39 Conformément à l’article 33, paragraphe 2, du RM UE, la liste des produits doit être précisée avec suffisamment de clarté et de précision. Cela signifie que sa portée peut être comprise dans sa signification naturelle, en d’autres termes, de la manière dont le terme est communément compris.
40 À titre liminaire, la chambre de recours observe que le terme «en particulier», utilisé dans la liste des produits de l’opposante, indique que les produits spécifiques ne sont que des exemples d’articles inclus dans la catégorie et que la protection ne leur est pas limitée. En d’autres termes, elles introduisent une liste d’exemples non exhaustive (09/04/2003,-224/01, Nu-Tride, EU:T:2003:107, § 41).
41 En l’espèce, la marque antérieure est enregistrée pour des produits d’hygiène personnelle et de soins de beauté, qui sont suffisamment précis et clairs conformément à sa signification naturelle pour les produits compris dans la classe 3 de la classification de
Nice (voir points 38à39 ci-dessus).
42 Lesproduits de soins de beauté désignent un large éventail de produits utilisés pour améliorer l’apparence et préserver l’hygiène, tels que les hydratants, les produits nettoyants, les toniques, les exfoliants, les sérums, les masques, les produits de maquillage, les produits capillaires, les produits pour le soin des ongles et les parfums. Ces produits peuvent être appliqués sur la peau, les cheveux, les ongles et d’autres parties du corps. Ils visent à améliorer la texture, le ton et la santé générale. Lesproduits d’hygiène personnelle sont des articles utilisés pour maintenir la propreté et promouvoir une bonne santé. Ces produits sont conçus pour être utilisés sur le corps et peuvent inclure des articles tels que savon, shampooing, dentifrice, désodorisant, bain de bouche, produits d’hygiène féminine, etc.
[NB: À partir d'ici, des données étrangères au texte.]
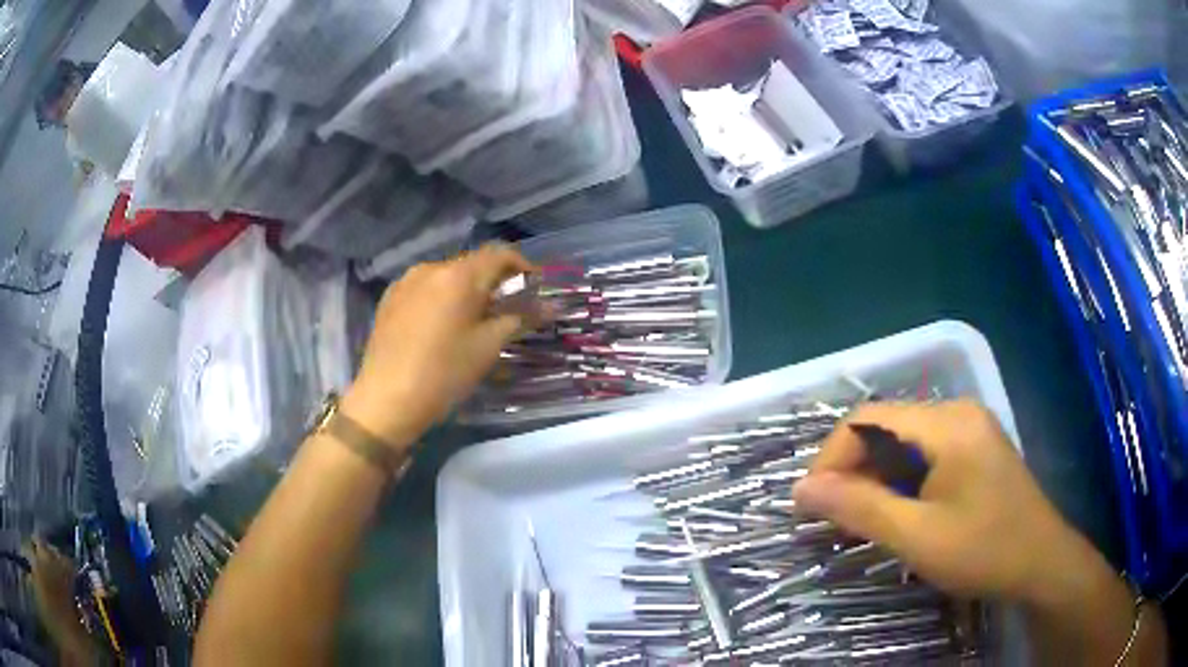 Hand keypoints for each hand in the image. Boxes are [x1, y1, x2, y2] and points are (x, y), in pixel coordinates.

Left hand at [341, 244, 533, 445]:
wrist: (386, 399)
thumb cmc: (443, 373)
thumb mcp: (487, 347)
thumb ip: (519, 319)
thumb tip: (549, 308)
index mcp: (458, 276)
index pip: (499, 254)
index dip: (522, 266)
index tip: (534, 288)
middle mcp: (431, 268)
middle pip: (472, 264)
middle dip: (494, 281)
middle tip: (507, 310)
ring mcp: (406, 281)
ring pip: (446, 276)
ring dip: (466, 290)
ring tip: (473, 320)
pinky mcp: (390, 298)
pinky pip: (424, 288)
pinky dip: (441, 297)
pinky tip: (442, 325)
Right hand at [792, 400, 1098, 605]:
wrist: (1040, 562)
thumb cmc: (982, 550)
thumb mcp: (916, 536)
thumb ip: (859, 508)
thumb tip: (801, 490)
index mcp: (946, 424)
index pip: (867, 421)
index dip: (831, 459)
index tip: (811, 505)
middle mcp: (957, 412)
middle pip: (886, 428)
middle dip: (852, 471)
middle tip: (834, 520)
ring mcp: (970, 428)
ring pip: (903, 442)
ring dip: (875, 478)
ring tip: (861, 520)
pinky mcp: (975, 447)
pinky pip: (925, 453)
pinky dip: (900, 480)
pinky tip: (898, 511) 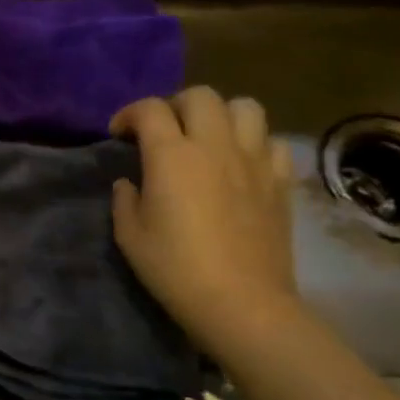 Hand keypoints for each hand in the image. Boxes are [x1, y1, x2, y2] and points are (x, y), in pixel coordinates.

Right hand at [109, 88, 299, 343]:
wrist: (242, 304)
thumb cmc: (175, 268)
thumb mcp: (129, 235)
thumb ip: (125, 199)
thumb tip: (130, 183)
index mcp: (171, 155)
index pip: (149, 109)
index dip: (129, 115)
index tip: (119, 135)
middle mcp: (214, 146)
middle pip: (199, 96)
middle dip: (175, 105)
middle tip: (163, 131)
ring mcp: (254, 162)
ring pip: (245, 107)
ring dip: (221, 114)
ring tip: (206, 138)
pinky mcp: (280, 182)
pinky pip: (272, 143)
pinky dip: (254, 143)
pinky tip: (240, 164) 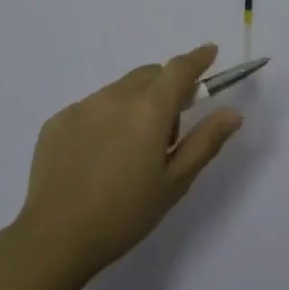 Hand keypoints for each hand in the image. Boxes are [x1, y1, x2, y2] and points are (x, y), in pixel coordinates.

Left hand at [11, 42, 243, 277]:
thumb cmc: (125, 214)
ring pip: (119, 90)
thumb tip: (233, 113)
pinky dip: (104, 119)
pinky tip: (98, 157)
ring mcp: (82, 106)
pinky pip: (91, 107)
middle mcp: (115, 97)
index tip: (210, 52)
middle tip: (168, 130)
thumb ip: (205, 142)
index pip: (180, 69)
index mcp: (150, 109)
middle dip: (166, 88)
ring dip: (134, 104)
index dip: (198, 58)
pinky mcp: (57, 121)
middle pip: (149, 75)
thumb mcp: (175, 182)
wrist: (56, 237)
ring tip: (129, 151) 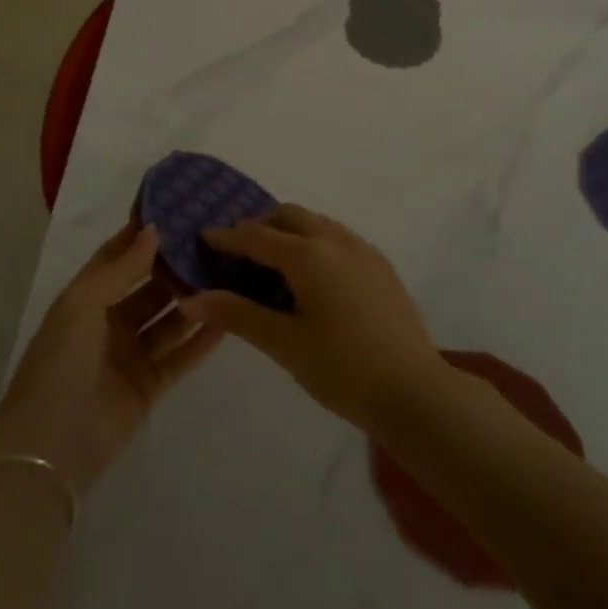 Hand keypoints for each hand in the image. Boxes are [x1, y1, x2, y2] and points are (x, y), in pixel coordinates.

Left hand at [0, 220, 220, 492]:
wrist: (51, 447)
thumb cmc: (60, 363)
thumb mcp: (82, 305)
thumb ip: (121, 269)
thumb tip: (154, 229)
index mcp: (85, 299)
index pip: (117, 257)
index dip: (142, 235)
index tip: (175, 210)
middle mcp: (108, 323)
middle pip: (147, 287)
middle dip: (174, 267)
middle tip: (212, 243)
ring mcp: (129, 355)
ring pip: (167, 320)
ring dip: (190, 300)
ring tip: (226, 275)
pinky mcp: (149, 387)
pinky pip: (179, 357)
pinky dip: (200, 340)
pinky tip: (226, 319)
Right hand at [178, 205, 444, 433]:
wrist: (416, 392)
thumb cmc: (342, 369)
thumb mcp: (284, 344)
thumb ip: (237, 315)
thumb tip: (191, 298)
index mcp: (308, 255)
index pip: (256, 236)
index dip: (227, 236)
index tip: (203, 237)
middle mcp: (335, 240)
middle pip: (288, 216)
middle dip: (259, 225)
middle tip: (238, 250)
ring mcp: (363, 250)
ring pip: (317, 223)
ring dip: (289, 230)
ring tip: (273, 261)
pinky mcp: (381, 266)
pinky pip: (338, 237)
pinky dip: (314, 241)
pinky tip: (312, 276) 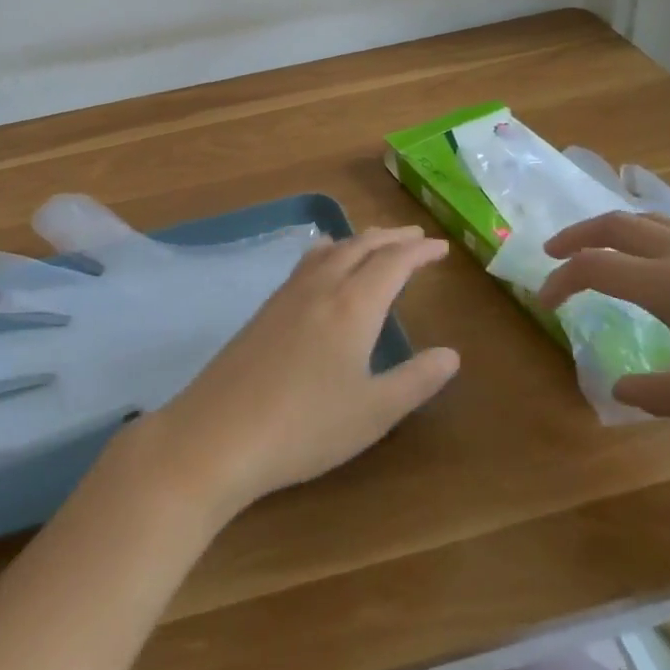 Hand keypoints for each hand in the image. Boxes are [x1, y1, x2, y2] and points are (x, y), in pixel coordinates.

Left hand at [144, 227, 460, 517]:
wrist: (218, 433)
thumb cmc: (305, 427)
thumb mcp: (373, 413)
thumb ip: (415, 381)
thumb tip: (451, 354)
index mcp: (352, 306)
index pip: (393, 263)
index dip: (419, 252)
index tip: (441, 247)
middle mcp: (320, 288)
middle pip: (360, 246)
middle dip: (391, 238)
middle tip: (416, 236)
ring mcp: (286, 296)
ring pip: (330, 250)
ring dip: (359, 241)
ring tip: (375, 242)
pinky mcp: (264, 310)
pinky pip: (306, 263)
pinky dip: (329, 252)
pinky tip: (323, 266)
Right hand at [539, 213, 669, 465]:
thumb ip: (656, 392)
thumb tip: (618, 387)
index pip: (596, 267)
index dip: (561, 279)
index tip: (543, 301)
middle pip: (619, 224)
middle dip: (578, 236)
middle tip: (553, 256)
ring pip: (654, 220)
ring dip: (617, 230)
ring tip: (601, 252)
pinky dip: (654, 236)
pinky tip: (664, 266) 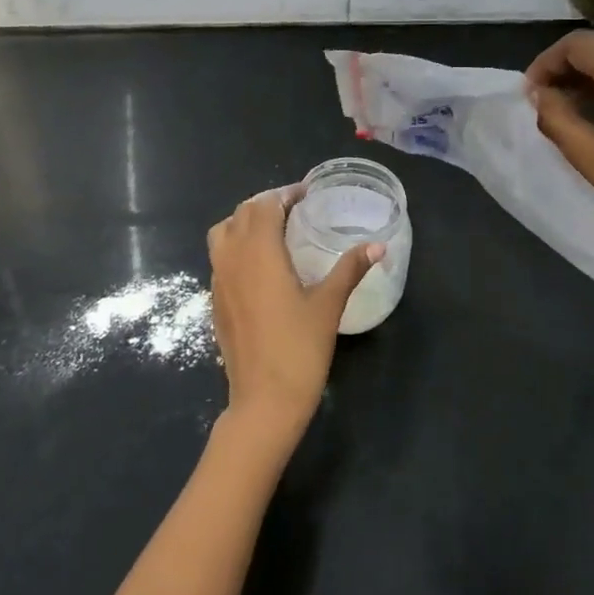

43 Les exemples suivant le terme «en particulier» (à savoir maquillage, maquillage pour les yeux, émulsions, poudres, produits de nettoyage, crèmes et lotions pour le visage et le corps; rouge à lèvres et gloss à lèvres; lotions et huiles de bronzage; crèmes et lotions hydratantes; produits de soin des ongles et vernis; produits dépilatoires, produits de soins du corps contenant des additifs désodorisants et antitranspirants; produits de parfumerie, parfums, parfums, eaux de Cologne, huiles essentielles; produits pour le nettoyage, le soin et l’embellissement des cheveux, lotions pour les cheveux, savons; dentifrices) ne constituent qu’une liste non exhaustive d’exemples du terme plus général d’hygiène personnelle et de soins de beauté.
44 Contrairement à ce qu’affirme la demanderesse, il s’ensuit que la liste des produits de l’opposante satisfait aux exigences de clarté et de précision suffisantes.
45 Par souci d’exhaustivité, la chambre de recours relève que lorsqu’une marque est invoquée à l’appui du motif d’opposition visé à l’article 8, paragraphe 1, point b), du RM UE, ce motif d’opposition peut être rejeté d’emblée, en invoquant simplement l’absence de toute indication précise des produits visés par la marque antérieure [-01/03/2023, 295/22, The Crush Series (fig.)/Crush (fig.), EU:T:2023:97, § 30].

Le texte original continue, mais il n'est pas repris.